Telecoms Cyber Security Insights from Mobile World Congress 2025

Unchecked AI: Security's new blind spot?

Artificial Intelligence (AI) dominated the conversation at MWC 2025, with virtually every exhibitor showcasing AI-powered solutions. While AI promises huge efficiencies, enhanced security monitoring, and more robust scanning capabilities, there are significant concerns about validation. 

Chris Proctor, our Telecommunications Practice Director, noted,

"I am reminded of an earlier experience I had in the aviation sector as we adopted a minimum of 3 computer systems on board aeroplanes. Most flight operators implemented multiple computers to cross-check each other. A pilot could make an informed decision and reliably use what a majority (2 of the 3) systems each observed. Many AI security implementations currently lack counterbalances or verification mechanisms."
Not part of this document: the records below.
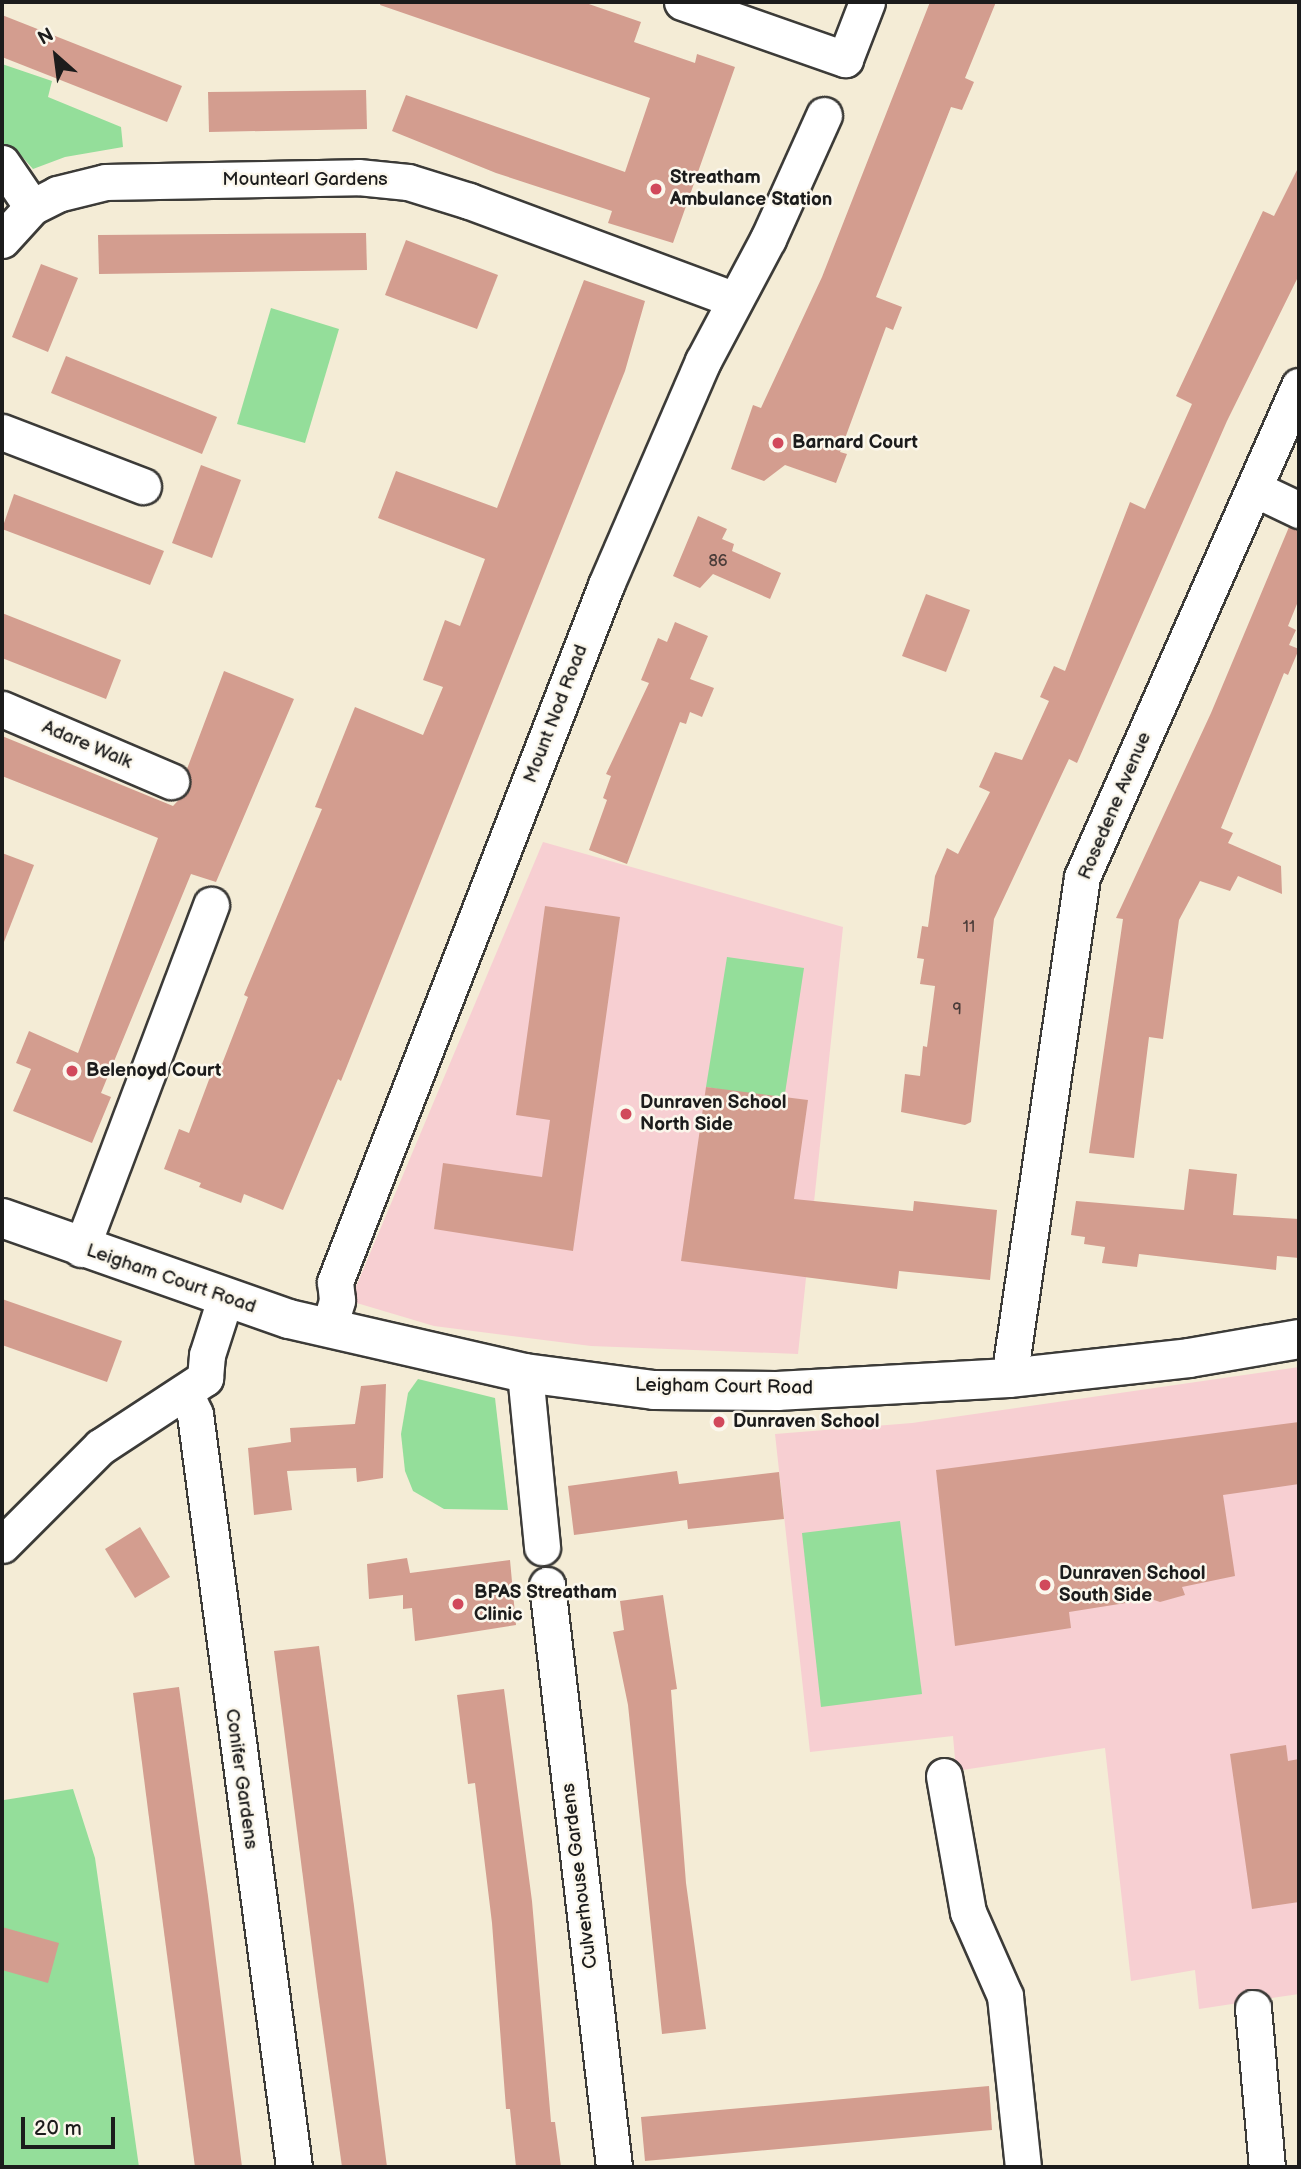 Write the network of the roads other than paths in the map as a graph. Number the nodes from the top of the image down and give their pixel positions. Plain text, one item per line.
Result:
1 (682, 2) edge
2 (867, 2) edge
3 (824, 115) dead end
4 (2, 163) edge
5 (32, 207) junction
6 (2, 240) edge
7 (733, 299) junction
8 (1299, 386) edge
9 (2, 432) edge
10 (143, 486) dead end
11 (1255, 489) junction
12 (1299, 510) edge
13 (2, 709) edge
14 (171, 781) dead end
15 (211, 905) dead end
16 (2, 1218) edge
17 (81, 1249) junction
18 (225, 1299) junction
19 (329, 1327) junction
20 (1299, 1339) edge
21 (525, 1373) junction
22 (1009, 1378) junction
23 (195, 1385) junction
24 (2, 1545) edge
25 (542, 1547) dead end
26 (547, 1585) dead end
27 (944, 1776) dead end
28 (1253, 2008) dead end
29 (1260, 2166) edge
30 (294, 2167) edge
31 (614, 2167) edge
32 (1023, 2167) edge

1 - 2 street
3 - 7 street, Mount Nod Road
4 - 5 street
5 - 6 street, Mountearl Gardens
5 - 7 street, Mountearl Gardens
7 - 19 street, Mount Nod Road
8 - 11 street, Rosedene Avenue
9 - 10 street
11 - 12 street
11 - 22 street, Rosedene Avenue
13 - 14 street, Adare Walk
15 - 17 street
16 - 17 street, Leigham Court Road
17 - 18 street, Leigham Court Road
18 - 19 street, Leigham Court Road
18 - 23 street
19 - 21 street, Leigham Court Road
20 - 22 street, Leigham Court Road
21 - 22 street, Leigham Court Road
21 - 25 street
23 - 24 street
23 - 30 street, Conifer Gardens
26 - 31 street, Culverhouse Gardens
27 - 32 street
28 - 29 street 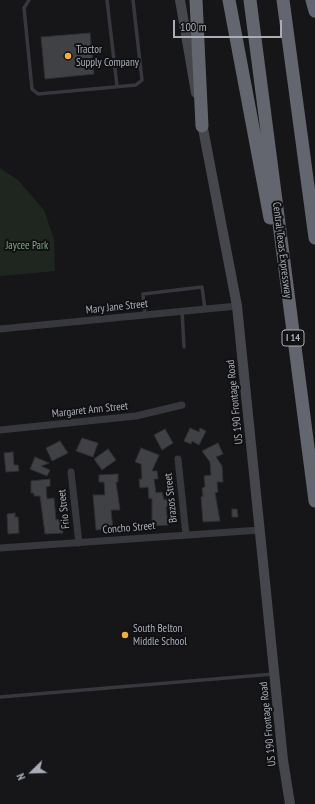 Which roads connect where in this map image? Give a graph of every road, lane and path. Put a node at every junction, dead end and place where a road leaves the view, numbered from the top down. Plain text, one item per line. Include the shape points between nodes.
1 (29, 0) edge
2 (107, 0) edge
3 (133, 0) edge
4 (180, 0) edge
5 (196, 0) edge
6 (229, 0) edge
7 (250, 0) edge
8 (283, 0) edge
9 (312, 0) edge
10 (315, 12) edge
11 (117, 86) junction
12 (202, 126) junction
13 (315, 238) edge
14 (237, 306) junction
15 (205, 309) junction
16 (182, 311) junction
17 (145, 315) junction
18 (0, 329) edge
19 (184, 347) dead end
20 (295, 354) junction
21 (182, 404) dead end
22 (0, 430) edge
23 (178, 459) dead end
24 (72, 472) dead end
25 (315, 501) edge
26 (260, 530) junction
27 (186, 534) junction
28 (79, 543) junction
29 (0, 548) edge
30 (274, 674) junction
31 (0, 697) edge
32 (290, 804) edge

1 - 11 lane via 24,8 32,89 38,94
2 - 11 lane
3 - 11 lane via 142,80 136,85
4 - 12 main road, US 190 Frontage Road
5 - 12 highway
6 - 20 highway
7 - 20 highway, Central Texas Expressway / I 14
8 - 13 highway
9 - 10 highway
12 - 14 main road, US 190 Frontage Road
14 - 15 street, Mary Jane Street
14 - 26 main road, US 190 Frontage Road
15 - 16 street, Mary Jane Street
15 - 17 lane via 202,287 143,294
16 - 17 street, Mary Jane Street
16 - 19 lane
17 - 18 street, Mary Jane Street
20 - 25 highway, Central Texas Expressway / I 14
21 - 22 street, Margaret Ann Street via 136,416
23 - 27 street, Brazos Street
24 - 28 street, Frio Street
26 - 27 street, Concho Street
26 - 30 main road, US 190 Frontage Road
27 - 28 street, Concho Street
28 - 29 street, Concho Street
30 - 31 lane
30 - 32 main road, US 190 Frontage Road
Our team spoke to one major vendor who admitted they hadn't developed systems for their AI to verify itself or be checked by other AIs. That raised crucial questions about hallucinations and the reliability of AI-based security decisions. We've made it a mission to support organizations in considering how to validate AI outputs before implementing these solutions in critical security environments.

Back to basics

A leading theme of conversation amongst the delegates emerged after UK NCSC's CTO Ollie Whitehouse's presentation at MWC's Security Summit. He highlighted that many telecommunications companies have been compromised through straightforward vulnerabilities rather than sophisticated attacks. Despite the industry's focus on advanced threats, compromises often stem from simple security failures like default passwords. One of his most memorable quips was: 

"We know more about what's in our sausages than what goes into our software." 
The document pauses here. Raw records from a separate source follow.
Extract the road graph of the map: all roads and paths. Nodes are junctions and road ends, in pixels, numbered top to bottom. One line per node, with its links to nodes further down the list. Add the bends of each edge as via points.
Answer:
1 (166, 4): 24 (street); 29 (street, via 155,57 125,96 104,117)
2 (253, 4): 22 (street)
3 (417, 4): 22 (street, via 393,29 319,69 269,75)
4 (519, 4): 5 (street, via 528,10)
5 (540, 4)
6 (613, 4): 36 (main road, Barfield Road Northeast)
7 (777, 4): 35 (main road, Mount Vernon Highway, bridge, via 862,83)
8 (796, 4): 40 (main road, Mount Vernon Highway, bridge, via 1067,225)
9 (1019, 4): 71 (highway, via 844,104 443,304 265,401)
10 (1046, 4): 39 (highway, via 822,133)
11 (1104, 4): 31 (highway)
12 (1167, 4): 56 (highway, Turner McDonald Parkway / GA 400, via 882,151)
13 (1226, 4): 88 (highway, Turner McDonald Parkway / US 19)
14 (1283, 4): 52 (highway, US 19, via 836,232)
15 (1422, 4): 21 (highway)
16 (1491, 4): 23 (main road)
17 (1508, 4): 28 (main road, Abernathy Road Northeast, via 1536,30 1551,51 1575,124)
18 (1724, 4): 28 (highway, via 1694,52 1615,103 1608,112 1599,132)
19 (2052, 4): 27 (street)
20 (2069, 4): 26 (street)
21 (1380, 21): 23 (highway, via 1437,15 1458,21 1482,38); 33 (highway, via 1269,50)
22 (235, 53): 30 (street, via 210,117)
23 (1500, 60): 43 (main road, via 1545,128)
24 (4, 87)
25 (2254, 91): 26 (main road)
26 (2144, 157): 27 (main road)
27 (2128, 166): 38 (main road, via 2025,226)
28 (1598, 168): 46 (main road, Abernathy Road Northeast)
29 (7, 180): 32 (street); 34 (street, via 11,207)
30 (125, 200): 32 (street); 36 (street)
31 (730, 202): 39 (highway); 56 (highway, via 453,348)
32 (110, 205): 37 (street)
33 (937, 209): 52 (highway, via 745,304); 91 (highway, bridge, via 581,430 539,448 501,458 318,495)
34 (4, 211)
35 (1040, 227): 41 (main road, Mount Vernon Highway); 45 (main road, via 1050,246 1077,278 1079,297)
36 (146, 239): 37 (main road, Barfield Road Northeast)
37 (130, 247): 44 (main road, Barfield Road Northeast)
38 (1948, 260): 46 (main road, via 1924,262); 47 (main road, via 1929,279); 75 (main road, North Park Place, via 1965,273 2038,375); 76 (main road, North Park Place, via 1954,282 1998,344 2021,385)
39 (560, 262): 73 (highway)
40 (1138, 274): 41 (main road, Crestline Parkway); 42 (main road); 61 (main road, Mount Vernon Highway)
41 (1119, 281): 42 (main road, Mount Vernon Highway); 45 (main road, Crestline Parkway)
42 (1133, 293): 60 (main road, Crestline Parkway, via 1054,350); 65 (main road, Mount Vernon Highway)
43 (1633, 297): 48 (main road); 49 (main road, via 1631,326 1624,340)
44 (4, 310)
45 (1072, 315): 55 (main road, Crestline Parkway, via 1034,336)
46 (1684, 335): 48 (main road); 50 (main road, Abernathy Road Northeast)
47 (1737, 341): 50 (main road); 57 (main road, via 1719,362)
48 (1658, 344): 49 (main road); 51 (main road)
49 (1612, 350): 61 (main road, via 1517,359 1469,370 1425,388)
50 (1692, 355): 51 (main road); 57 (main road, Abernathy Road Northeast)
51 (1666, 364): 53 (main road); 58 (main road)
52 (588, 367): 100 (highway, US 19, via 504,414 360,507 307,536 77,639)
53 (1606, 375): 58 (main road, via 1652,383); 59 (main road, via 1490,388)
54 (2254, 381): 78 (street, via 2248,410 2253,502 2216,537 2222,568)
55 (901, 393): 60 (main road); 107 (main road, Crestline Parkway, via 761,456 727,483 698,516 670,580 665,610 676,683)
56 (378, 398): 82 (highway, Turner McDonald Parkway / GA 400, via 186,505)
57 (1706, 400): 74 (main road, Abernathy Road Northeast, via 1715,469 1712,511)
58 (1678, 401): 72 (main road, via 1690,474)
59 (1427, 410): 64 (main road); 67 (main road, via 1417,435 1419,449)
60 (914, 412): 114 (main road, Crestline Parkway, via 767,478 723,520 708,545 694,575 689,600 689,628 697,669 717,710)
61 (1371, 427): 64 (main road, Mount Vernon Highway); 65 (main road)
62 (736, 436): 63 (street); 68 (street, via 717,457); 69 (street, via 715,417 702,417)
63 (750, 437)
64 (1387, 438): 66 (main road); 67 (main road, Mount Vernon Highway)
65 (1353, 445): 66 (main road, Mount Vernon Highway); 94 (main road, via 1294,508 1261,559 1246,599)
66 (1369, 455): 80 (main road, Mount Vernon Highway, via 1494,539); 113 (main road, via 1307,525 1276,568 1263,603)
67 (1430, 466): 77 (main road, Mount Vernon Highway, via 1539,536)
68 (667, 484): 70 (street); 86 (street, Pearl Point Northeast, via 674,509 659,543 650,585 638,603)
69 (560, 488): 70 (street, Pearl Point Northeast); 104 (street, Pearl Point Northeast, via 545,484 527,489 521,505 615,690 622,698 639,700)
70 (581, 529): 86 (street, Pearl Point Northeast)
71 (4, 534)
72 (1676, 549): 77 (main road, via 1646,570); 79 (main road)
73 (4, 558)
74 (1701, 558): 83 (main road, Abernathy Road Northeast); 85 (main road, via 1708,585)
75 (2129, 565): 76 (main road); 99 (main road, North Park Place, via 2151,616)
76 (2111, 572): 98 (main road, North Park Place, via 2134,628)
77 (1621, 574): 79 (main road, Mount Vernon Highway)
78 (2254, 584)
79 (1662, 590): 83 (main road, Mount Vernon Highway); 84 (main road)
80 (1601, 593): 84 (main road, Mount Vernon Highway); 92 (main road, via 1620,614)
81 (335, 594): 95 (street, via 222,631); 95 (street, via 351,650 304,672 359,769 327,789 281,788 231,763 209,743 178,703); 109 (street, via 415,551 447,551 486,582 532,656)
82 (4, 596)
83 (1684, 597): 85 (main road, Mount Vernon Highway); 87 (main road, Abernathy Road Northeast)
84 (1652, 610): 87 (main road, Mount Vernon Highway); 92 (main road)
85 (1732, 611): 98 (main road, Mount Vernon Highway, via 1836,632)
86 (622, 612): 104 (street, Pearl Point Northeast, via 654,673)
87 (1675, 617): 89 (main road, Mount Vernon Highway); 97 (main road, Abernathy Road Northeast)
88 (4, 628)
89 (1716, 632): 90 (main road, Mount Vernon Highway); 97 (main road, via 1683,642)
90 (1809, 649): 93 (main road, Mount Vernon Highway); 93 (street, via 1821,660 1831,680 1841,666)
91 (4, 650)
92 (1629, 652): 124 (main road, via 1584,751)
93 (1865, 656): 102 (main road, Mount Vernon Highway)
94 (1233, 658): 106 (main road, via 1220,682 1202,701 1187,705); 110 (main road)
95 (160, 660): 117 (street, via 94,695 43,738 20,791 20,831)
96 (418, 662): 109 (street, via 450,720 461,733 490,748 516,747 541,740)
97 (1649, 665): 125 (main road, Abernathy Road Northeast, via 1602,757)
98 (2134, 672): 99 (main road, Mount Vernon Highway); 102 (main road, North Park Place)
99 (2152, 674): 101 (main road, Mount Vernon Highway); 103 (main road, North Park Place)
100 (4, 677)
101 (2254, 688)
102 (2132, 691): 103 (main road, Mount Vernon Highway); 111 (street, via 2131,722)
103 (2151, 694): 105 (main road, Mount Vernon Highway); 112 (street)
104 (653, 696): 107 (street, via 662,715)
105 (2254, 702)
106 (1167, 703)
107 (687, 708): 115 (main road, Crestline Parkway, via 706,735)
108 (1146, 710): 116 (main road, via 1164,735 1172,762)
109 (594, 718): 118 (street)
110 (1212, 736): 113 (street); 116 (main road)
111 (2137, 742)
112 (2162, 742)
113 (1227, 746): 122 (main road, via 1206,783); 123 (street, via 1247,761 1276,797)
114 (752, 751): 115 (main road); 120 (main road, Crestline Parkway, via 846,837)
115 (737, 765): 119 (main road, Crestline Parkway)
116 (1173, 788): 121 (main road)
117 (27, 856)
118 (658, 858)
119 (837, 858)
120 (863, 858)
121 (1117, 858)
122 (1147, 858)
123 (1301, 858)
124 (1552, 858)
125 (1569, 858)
This blunt reminder emphasizes that organizations cannot defend what they don't understand, making The Software Bill of Materials and basic cyber hygiene essential to any security strategy.
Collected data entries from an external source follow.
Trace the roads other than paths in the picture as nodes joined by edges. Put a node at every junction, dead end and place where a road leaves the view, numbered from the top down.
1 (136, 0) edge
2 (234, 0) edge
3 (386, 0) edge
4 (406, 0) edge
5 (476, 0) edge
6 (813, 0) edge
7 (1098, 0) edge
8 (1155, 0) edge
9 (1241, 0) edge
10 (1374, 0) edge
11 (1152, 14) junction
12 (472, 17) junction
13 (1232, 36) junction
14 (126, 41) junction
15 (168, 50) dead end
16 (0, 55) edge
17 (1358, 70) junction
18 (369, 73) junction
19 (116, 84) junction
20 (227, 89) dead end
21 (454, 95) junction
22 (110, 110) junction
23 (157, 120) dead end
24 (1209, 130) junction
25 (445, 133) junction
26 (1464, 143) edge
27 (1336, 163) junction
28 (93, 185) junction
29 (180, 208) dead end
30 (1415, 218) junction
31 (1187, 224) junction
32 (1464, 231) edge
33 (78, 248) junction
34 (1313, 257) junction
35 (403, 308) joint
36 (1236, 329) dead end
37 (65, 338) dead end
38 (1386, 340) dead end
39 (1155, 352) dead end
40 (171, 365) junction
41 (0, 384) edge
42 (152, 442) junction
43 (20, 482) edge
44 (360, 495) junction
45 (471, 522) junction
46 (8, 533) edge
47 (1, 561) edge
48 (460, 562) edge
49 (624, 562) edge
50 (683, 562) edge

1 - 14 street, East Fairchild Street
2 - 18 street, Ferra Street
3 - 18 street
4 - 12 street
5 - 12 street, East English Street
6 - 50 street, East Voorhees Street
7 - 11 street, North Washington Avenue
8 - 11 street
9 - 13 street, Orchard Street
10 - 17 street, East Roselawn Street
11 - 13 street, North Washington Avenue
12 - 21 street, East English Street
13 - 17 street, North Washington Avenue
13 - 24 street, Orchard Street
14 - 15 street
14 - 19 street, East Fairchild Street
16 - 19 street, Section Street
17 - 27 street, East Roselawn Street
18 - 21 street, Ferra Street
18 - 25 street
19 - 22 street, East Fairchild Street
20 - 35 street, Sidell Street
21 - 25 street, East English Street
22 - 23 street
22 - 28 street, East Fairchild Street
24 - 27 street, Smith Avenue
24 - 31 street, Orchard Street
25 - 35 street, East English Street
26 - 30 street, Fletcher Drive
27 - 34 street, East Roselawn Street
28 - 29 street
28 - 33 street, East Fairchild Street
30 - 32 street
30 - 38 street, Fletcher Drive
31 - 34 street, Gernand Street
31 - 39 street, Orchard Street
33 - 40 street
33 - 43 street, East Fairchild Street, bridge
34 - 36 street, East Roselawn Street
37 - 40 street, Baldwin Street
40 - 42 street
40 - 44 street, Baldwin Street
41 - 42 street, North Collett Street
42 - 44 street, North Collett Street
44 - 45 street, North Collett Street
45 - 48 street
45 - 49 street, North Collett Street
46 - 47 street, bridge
National security and sovereign capability

The geopolitical dimension of telecommunications security was evident throughout the three days at MWC. There's a clear countermovement toward "sovereign capability" in security solutions. Many countries showcased pavillions with home-grown security solutions, reflecting increasing concerns about supply chain security and national interests. Japan, for example, is ramping up established security solutions within its borders, while European countries are sponsoring university spin-offs and startups to develop domestic security technologies.

API security challenges

As telecommunications companies create new services through application programming interfaces (APIs), security remains an interconnected concern. These interfaces, designed to enable third-party connections and innovative services, present significant security risks if not adequately secured. Several presentations highlighted the need for robust API security frameworks, especially as these interfaces become more widely adopted.

Interestingly and somewhat controversially, renowned cryptography expert and hacker Karsten Nohl encouraged cyber security leaders in the room not to be the "naysayers" when it comes to supporting innovation and technological advancement within organizations. At one point, stating:

"You shouldn't bake in security at the start." 

While there is no doubt that security by design principles and the idea of "shifting left," the embodiment of more robust security into solutions, are important, our experts also agreed with Carsten that they must be balanced with the need not to stifle creative and innovative processes. 

Once the plan and direction are better defined, it's much easier to work with a clear brief, and security can then ensure that actions and next steps are progressed safely and securely as part of the design and development stages. 

With two out of three organizations now regularly using generative AI in their business and one in five DevOps professionals leveraging it across the software development lifecycle, the race between progress and security is well underway.

These types of conversations reinforced our belief in helping AI DevOps teams establish best practices to protect their organization's data, systems, and bottom line.

Non-terrestrial networks and new attack surfaces

Communication-leveraging satellites were a significant topic of conversation among the delegates. Numerous exhibitors and vendors showcased their Non-Terrestrial Network (NTN) solutions. These technologies are solving some critical challenges, especially in developing nations, but extended connectivity comes with expanding attack surfaces that organizations must secure.

Many of the cyber leaders our experts met agree that these networks' security considerations differ significantly from traditional terrestrial infrastructure.